If f(x)= ∫(21,x) t^5 dt then f'(x).

my answer was 1/6 (21^6-x^6) it said it's wrong.

You must be Mily from below.

same thing as before

∫ t^5 dt from t=21 to t=x
= (1/6)t^6 from t-21 to t=x
= (1/6)x^6 - (1/6)(21)^6
= (1/6)(x^6 - 21^6)

what about f ' (x)?

i did with (1/6)(x^6-21^6) but its wrong

f(x)=∫(21,x) t^5
f'(x)= x^5
i font know

but thanks

i got it, it correct answer is f'(x)=-x^5.

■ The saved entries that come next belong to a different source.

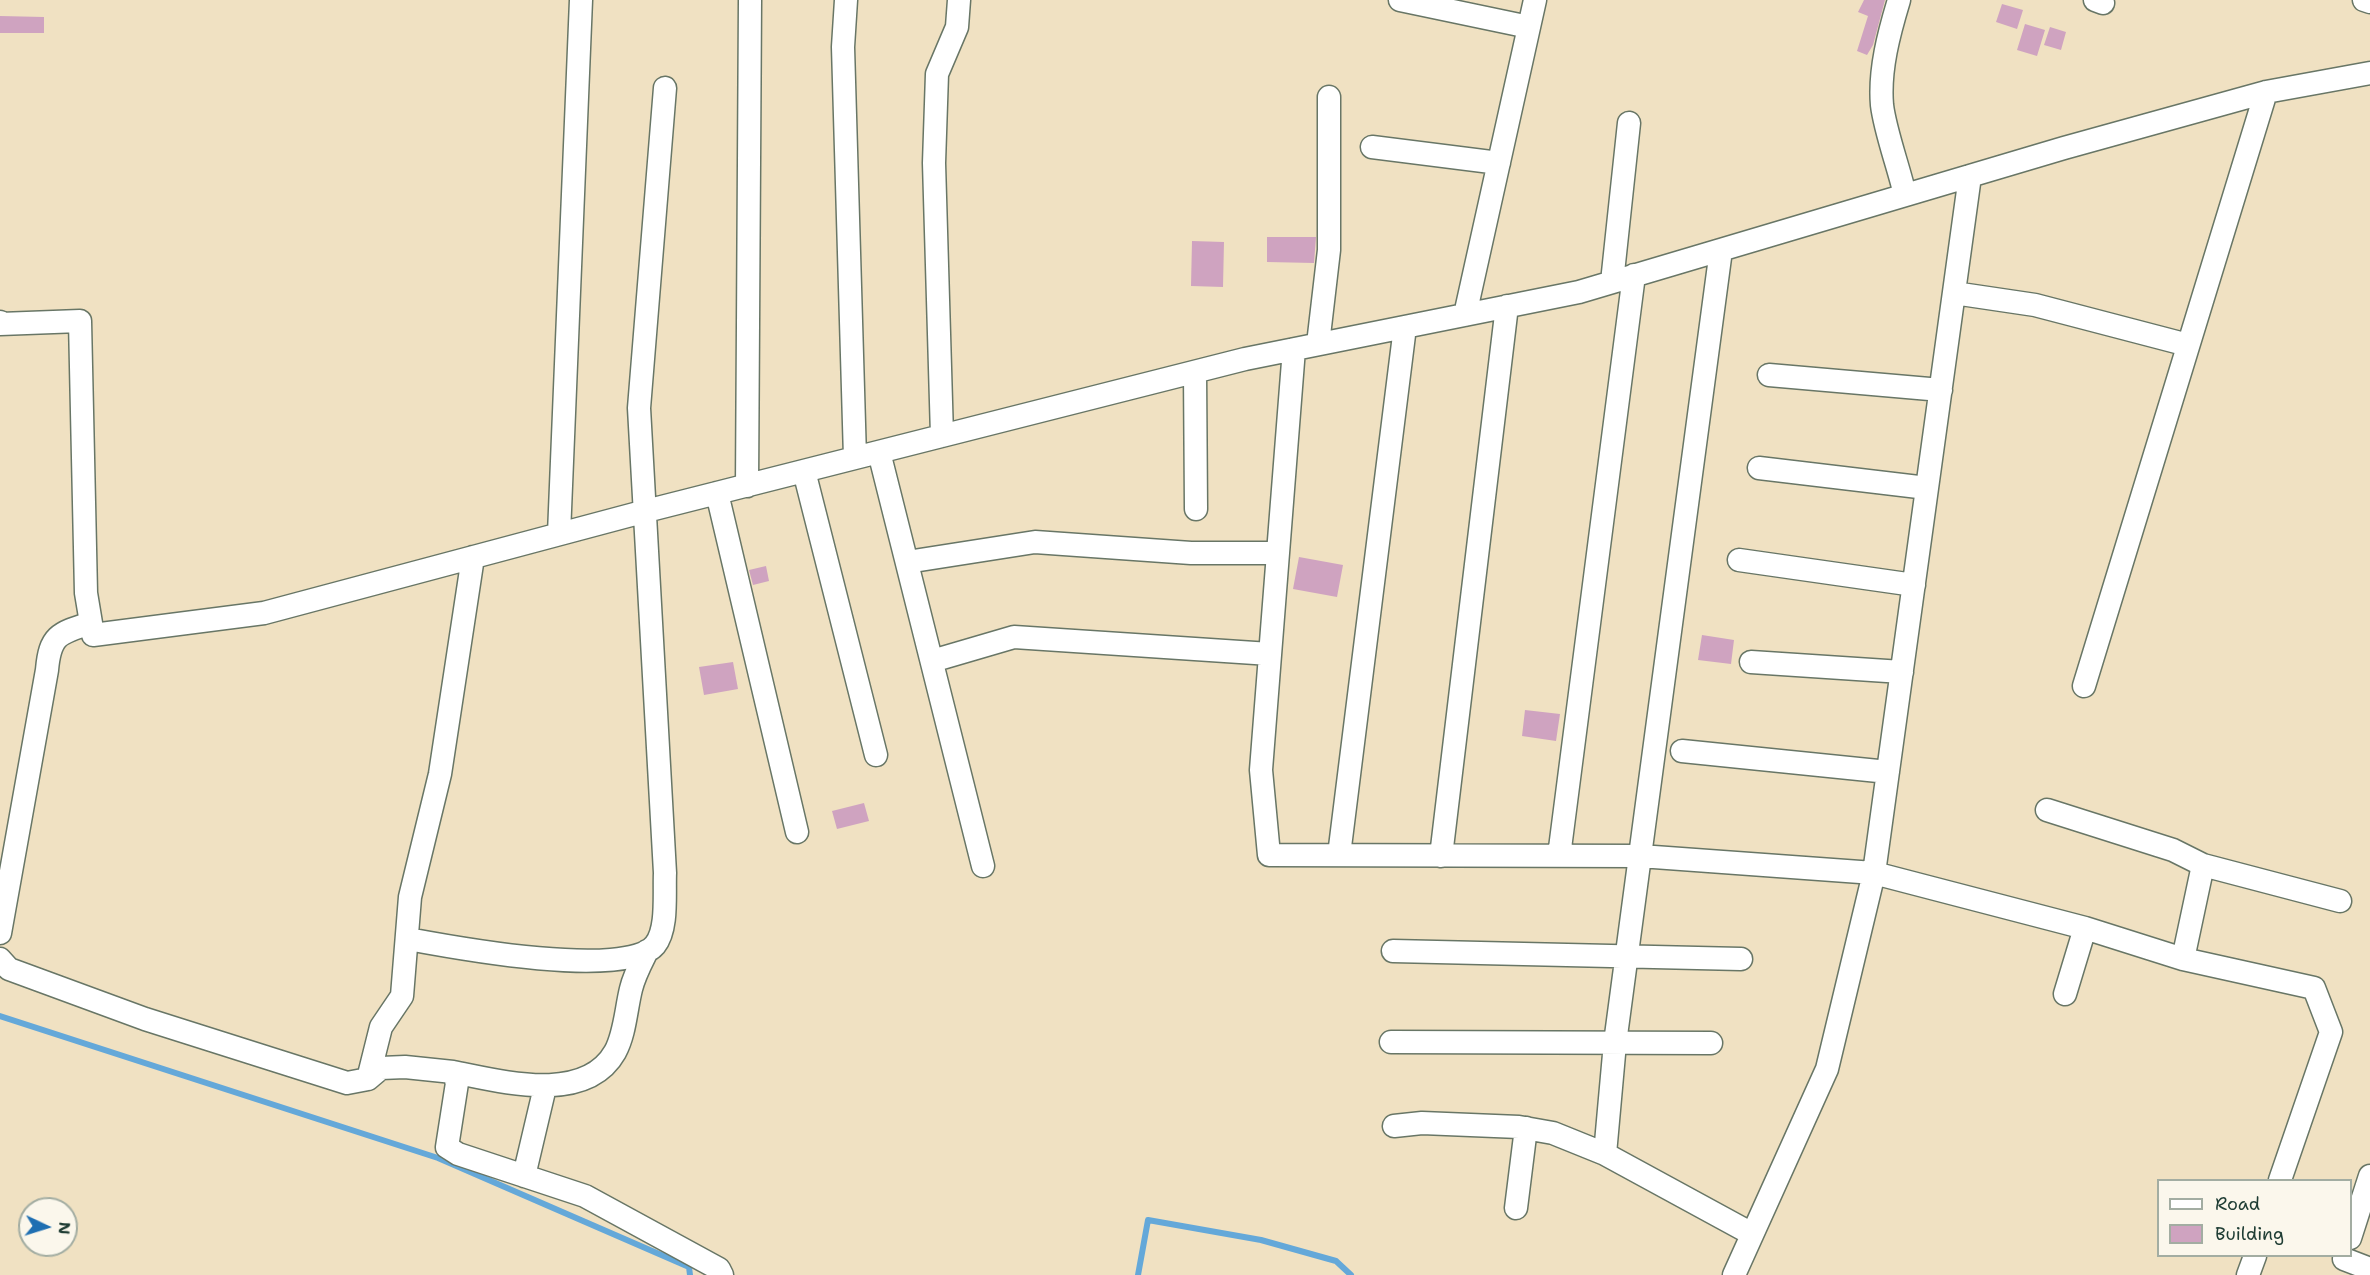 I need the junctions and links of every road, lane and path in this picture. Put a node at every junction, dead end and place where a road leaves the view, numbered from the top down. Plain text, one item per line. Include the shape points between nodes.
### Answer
1 (581, 0) edge
2 (750, 0) edge
3 (846, 0) edge
4 (959, 0) edge
5 (1400, 0) edge
6 (1535, 0) edge
7 (1899, 0) edge
8 (2364, 0) edge
9 (2370, 2) edge
10 (1529, 27) junction
11 (2370, 73) edge
12 (665, 88) dead end
13 (2266, 92) junction
14 (1329, 97) dead end
15 (1629, 123) dead end
16 (1372, 147) dead end
17 (1499, 163) junction
18 (1970, 176) junction
19 (1905, 195) junction
20 (1721, 249) junction
21 (1634, 275) junction
22 (1612, 282) junction
23 (1954, 293) junction
24 (1507, 306) junction
25 (1465, 315) junction
26 (0, 322) edge
27 (1405, 327) junction
28 (1318, 344) junction
29 (2188, 345) junction
30 (1294, 349) junction
31 (1195, 372) junction
32 (1769, 375) dead end
33 (1941, 390) junction
34 (942, 436) junction
35 (879, 452) junction
36 (855, 458) junction
37 (1759, 468) dead end
38 (804, 471) junction
39 (747, 486) junction
40 (1927, 488) junction
41 (717, 493) junction
42 (1196, 509) dead end
43 (646, 511) junction
44 (559, 534) junction
45 (1278, 553) junction
46 (472, 557) junction
47 (1739, 560) dead end
48 (907, 562) junction
49 (1914, 585) junction
50 (91, 623) junction
51 (1269, 654) junction
52 (932, 661) junction
53 (1751, 662) dead end
54 (1902, 672) junction
55 (2084, 686) dead end
56 (1682, 751) dead end
57 (876, 755) dead end
58 (1888, 772) junction
59 (2047, 810) dead end
60 (796, 832) dead end
61 (1339, 855) junction
62 (1441, 856) junction
63 (1559, 856) junction
64 (1640, 856) junction
65 (2203, 865) junction
66 (983, 866) dead end
67 (1874, 873) junction
68 (2340, 901) dead end
69 (2085, 928) junction
70 (0, 933) edge
71 (408, 939) junction
72 (647, 951) junction
73 (1393, 951) dead end
74 (1627, 957) junction
75 (0, 958) edge
76 (1741, 959) dead end
77 (2183, 959) junction
78 (2065, 994) dead end
79 (1391, 1041) dead end
80 (1615, 1043) junction
81 (1711, 1043) dead end
82 (453, 1072) junction
83 (368, 1079) junction
84 (545, 1087) junction
85 (1394, 1126) dead end
86 (1526, 1128) junction
87 (1605, 1154) junction
88 (524, 1176) junction
89 (2370, 1176) edge
90 (2280, 1179) edge
91 (1516, 1208) dead end
92 (1752, 1234) junction
93 (2352, 1234) edge
94 (2255, 1257) edge
95 (2345, 1257) edge
96 (2370, 1269) edge
97 (722, 1275) edge
98 (1734, 1275) edge
99 (2248, 1275) edge

1 - 44 street
2 - 39 street
3 - 36 street via 843,47
4 - 34 street via 957,27 936,85 934,163
5 - 10 street
6 - 10 street
7 - 19 street via 1881,87
8 - 9 street
10 - 17 street
11 - 13 street
12 - 43 street via 639,408
13 - 18 street
13 - 29 street
14 - 28 street via 1329,250
15 - 22 street
16 - 17 street
17 - 25 street
18 - 19 street
18 - 23 street
19 - 20 street
20 - 21 street
20 - 64 street
21 - 22 street
21 - 63 street
22 - 24 street
23 - 29 street via 2035,305
23 - 33 street
24 - 25 street
24 - 62 street
25 - 27 street
26 - 50 street via 80,321 86,593
27 - 28 street
27 - 61 street
28 - 30 street
29 - 55 street
30 - 31 street
30 - 45 street
31 - 34 street
31 - 42 street
32 - 33 street
33 - 40 street
34 - 35 street
35 - 36 street
35 - 48 street
36 - 38 street
37 - 40 street
38 - 39 street
38 - 57 street
39 - 41 street
40 - 49 street
41 - 43 street
41 - 60 street
43 - 44 street
43 - 72 street via 665,873 661,935
44 - 46 street
45 - 48 street via 1191,553 1035,542
45 - 51 street
46 - 50 street via 264,613 93,635
46 - 71 street via 440,774 410,897
47 - 49 street
48 - 52 street
49 - 54 street
50 - 70 street via 64,631 49,649
51 - 52 street via 1014,637
51 - 61 street via 1261,770 1269,855
52 - 66 street
53 - 54 street
54 - 58 street
56 - 58 street
58 - 67 street
59 - 65 street via 2173,850
61 - 62 street
62 - 63 street
63 - 64 street
64 - 67 street
64 - 74 street
65 - 68 street
65 - 77 street
67 - 69 street
67 - 92 street via 1827,1069
69 - 77 street
69 - 78 street
71 - 72 street via 557,960 603,960
71 - 83 street via 402,996 381,1027
72 - 84 street via 631,986 621,1036 610,1058 590,1076
73 - 74 street
74 - 76 street
74 - 80 street
75 - 83 street via 9,969 145,1019 347,1083
77 - 90 street via 2314,988 2331,1032
79 - 80 street
80 - 81 street
80 - 87 street
82 - 83 street via 381,1068
82 - 84 street
82 - 88 street via 457,1083 447,1147
84 - 88 street
85 - 86 street via 1422,1123
86 - 87 street via 1553,1133
86 - 91 street
87 - 92 street
88 - 97 street via 585,1196 719,1269
89 - 93 street
92 - 98 street
94 - 99 street
95 - 96 street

To find the derivative of the function f(x) = ∫(21,x) t^5 dt, we can use the Fundamental Theorem of Calculus. According to this theorem, if a function F(x) is defined as the integral of another function f(t), then the derivative of F(x) with respect to x is equal to f(x).

In this case, we have f(x) = ∫(21,x) t^5 dt. To find f'(x), we differentiate the integral with respect to x while treating the upper limit as a constant:

f'(x) = d/dx ∫(21,x) t^5 dt

To differentiate this integral, we can use the Second Fundamental Theorem of Calculus, which states that if the function f(t) is continuous on the interval [a, b] and F(x) is an antiderivative of f(x) on [a,b], then:

d/dx ∫(a,x) f(t) dt = f(x)

Now, let's find an antiderivative of t^5. The antiderivative of t^n is (1/(n+1)) * t^(n+1), so:

∫ t^5 dt = (1/(5+1)) * t^(5+1) = (1/6) * t^6

Therefore, an antiderivative of t^5 is (1/6) * t^6.

Using the Second Fundamental Theorem of Calculus, we replace t^5 with (1/6) * t^6:

f'(x) = d/dx ∫(21,x) (1/6) * t^6 dt = (1/6) * x^6

Hence, the correct answer for f'(x) is (1/6) * x^6.